▶ [What to do]
Across the entries below, work out how many lines contain "junctions". Respond with the number and no other text.

--- START ---

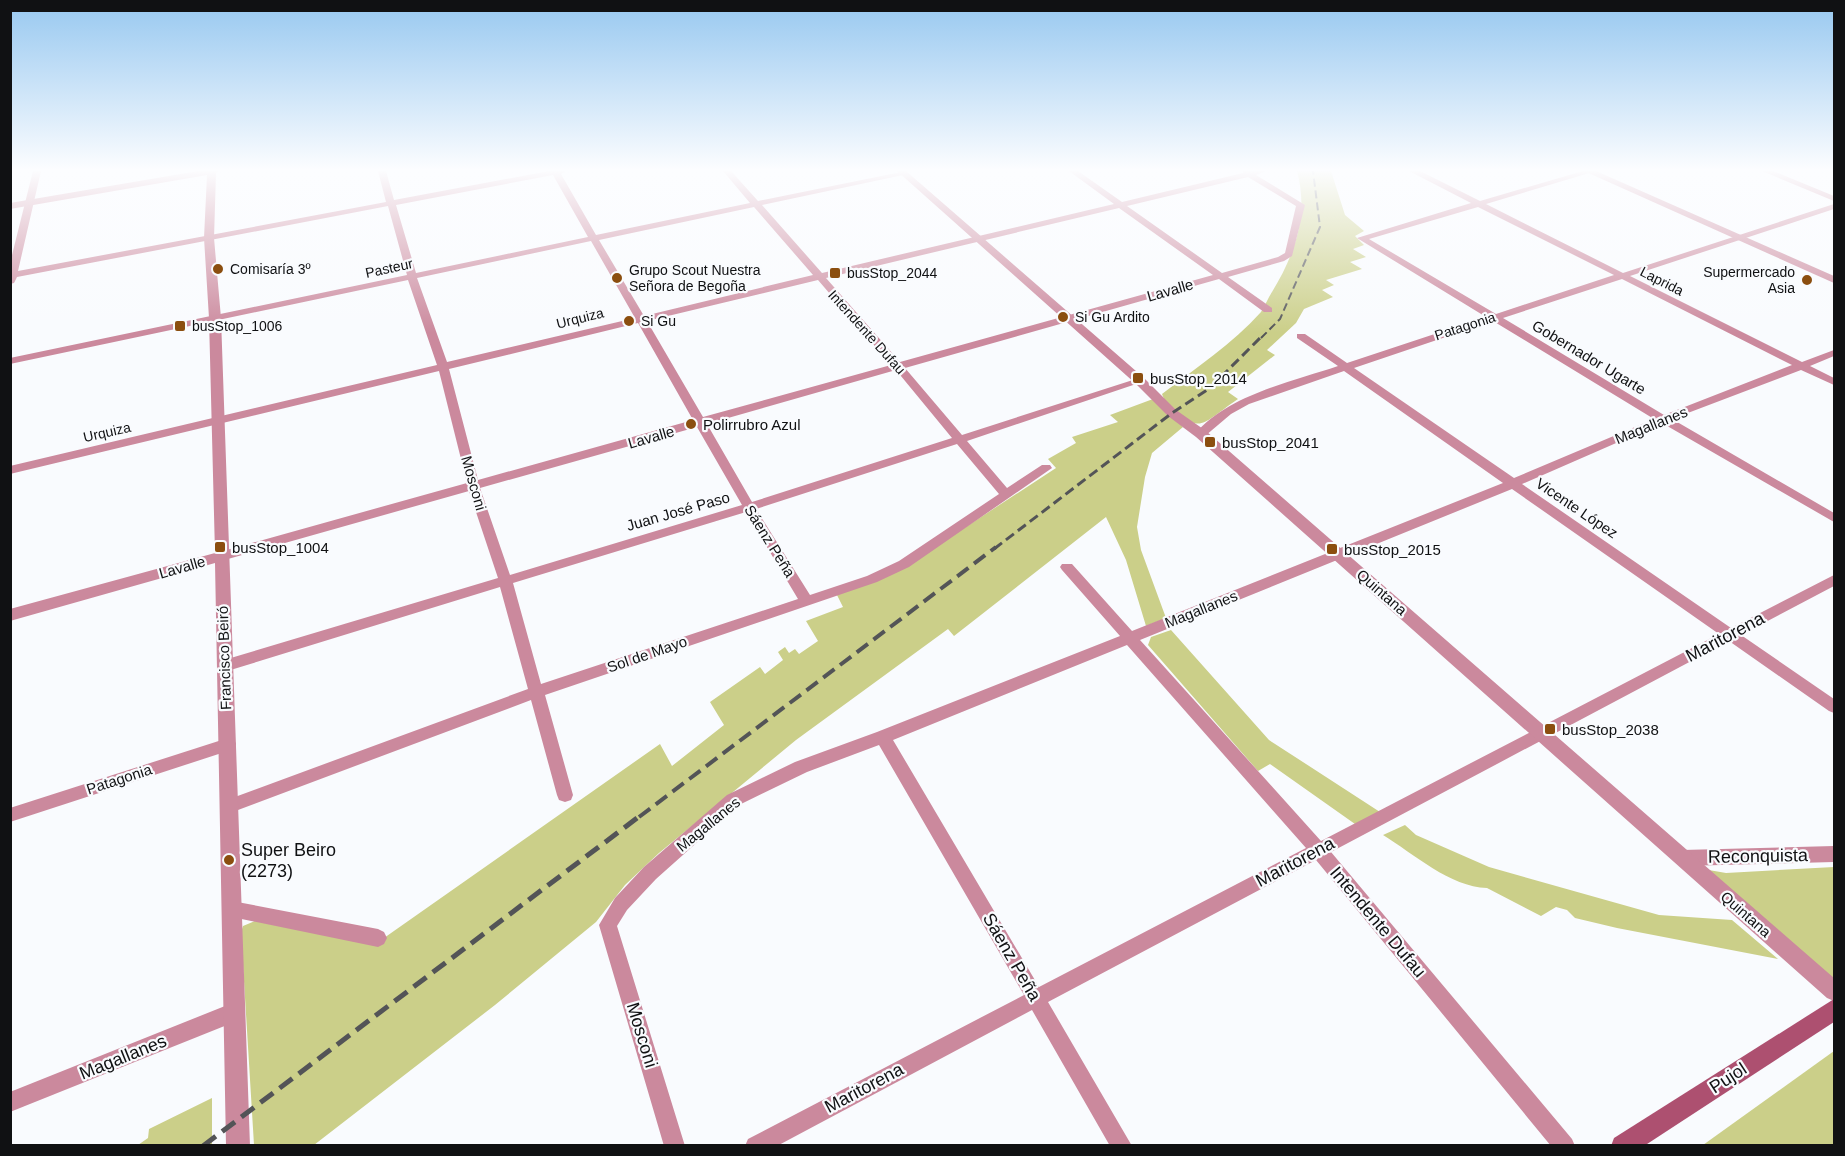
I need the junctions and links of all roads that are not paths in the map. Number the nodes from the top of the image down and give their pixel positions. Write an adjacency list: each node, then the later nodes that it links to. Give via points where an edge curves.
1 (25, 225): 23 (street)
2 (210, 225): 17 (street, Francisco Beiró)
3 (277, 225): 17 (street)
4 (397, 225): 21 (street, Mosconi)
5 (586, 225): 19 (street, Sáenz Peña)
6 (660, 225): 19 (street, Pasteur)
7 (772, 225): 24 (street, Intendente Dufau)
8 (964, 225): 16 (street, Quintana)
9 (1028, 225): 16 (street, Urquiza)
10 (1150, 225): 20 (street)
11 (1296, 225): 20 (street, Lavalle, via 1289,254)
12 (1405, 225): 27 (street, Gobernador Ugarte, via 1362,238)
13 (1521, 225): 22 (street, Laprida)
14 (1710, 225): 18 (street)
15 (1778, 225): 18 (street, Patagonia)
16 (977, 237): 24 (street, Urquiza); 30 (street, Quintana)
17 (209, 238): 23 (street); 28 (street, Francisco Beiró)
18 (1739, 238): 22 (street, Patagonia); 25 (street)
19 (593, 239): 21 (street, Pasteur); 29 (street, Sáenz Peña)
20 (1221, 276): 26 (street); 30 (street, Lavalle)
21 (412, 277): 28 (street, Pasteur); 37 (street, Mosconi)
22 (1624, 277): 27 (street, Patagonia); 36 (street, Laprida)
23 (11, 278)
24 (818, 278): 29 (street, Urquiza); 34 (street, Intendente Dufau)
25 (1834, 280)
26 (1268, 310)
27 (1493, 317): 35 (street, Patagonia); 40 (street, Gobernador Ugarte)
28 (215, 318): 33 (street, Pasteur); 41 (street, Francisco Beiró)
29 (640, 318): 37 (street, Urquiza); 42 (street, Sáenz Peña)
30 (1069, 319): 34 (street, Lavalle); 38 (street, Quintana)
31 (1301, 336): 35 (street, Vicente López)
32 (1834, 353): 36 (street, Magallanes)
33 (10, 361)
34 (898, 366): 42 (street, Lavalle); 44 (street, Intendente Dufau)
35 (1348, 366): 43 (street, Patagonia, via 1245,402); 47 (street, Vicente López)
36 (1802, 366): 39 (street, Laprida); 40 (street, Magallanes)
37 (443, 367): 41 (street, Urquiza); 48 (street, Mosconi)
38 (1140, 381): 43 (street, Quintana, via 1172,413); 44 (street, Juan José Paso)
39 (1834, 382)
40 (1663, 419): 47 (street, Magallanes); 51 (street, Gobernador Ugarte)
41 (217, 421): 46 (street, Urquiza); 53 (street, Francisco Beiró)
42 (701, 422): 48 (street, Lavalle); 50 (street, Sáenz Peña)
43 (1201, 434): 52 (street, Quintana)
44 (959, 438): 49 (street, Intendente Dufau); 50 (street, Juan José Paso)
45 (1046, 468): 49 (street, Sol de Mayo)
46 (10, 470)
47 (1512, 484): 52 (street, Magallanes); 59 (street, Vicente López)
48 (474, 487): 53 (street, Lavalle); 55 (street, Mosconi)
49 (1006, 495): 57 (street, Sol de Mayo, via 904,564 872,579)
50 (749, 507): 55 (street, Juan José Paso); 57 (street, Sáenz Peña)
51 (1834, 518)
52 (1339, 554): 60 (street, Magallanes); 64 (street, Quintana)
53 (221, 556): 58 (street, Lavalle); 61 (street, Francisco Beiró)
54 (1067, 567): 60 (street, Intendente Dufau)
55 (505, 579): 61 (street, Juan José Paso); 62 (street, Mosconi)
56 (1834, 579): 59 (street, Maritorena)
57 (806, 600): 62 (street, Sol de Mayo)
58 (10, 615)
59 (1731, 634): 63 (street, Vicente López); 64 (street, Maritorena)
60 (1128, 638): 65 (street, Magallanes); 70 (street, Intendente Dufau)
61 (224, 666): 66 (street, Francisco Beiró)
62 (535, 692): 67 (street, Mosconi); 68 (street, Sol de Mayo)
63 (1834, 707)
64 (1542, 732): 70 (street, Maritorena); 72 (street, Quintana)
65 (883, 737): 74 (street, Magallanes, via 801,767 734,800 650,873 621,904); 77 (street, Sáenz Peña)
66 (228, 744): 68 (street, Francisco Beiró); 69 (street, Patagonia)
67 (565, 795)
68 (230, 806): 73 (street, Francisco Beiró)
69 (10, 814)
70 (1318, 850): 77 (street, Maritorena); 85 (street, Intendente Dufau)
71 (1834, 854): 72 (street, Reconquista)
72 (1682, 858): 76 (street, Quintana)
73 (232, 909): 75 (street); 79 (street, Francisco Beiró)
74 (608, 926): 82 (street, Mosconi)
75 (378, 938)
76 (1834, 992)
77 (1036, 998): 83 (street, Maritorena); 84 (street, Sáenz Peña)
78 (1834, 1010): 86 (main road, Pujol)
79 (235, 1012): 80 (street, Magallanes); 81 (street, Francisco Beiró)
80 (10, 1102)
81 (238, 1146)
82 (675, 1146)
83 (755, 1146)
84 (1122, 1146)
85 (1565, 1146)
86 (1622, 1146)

--- END ---
--- START ---

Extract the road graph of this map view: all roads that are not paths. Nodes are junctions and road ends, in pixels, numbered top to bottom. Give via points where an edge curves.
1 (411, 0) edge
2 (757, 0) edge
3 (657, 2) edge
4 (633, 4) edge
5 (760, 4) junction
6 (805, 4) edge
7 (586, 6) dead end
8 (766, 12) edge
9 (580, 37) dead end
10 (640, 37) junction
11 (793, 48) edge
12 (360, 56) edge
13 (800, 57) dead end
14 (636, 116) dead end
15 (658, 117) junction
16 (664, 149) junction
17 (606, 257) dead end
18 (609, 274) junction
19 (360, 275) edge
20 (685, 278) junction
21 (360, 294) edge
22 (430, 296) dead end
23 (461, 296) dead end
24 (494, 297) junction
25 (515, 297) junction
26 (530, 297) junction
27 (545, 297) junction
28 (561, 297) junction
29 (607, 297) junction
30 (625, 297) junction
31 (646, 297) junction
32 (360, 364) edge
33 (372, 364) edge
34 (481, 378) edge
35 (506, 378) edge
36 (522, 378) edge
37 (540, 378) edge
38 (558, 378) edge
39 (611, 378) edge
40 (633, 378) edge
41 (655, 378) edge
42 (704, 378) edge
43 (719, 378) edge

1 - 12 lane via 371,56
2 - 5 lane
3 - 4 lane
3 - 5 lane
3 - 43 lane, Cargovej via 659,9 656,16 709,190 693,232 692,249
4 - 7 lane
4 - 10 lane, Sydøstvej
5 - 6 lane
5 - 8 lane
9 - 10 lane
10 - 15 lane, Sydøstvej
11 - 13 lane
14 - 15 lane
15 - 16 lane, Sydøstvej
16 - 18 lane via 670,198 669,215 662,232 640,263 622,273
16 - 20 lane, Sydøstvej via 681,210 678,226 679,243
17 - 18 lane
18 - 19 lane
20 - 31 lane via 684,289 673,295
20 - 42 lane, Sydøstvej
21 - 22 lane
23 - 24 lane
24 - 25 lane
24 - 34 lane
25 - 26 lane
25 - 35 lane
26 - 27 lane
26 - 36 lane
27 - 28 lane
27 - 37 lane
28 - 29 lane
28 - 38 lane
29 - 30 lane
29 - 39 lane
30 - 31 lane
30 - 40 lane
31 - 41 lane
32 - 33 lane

--- END ---

▶ [Problem solution]
2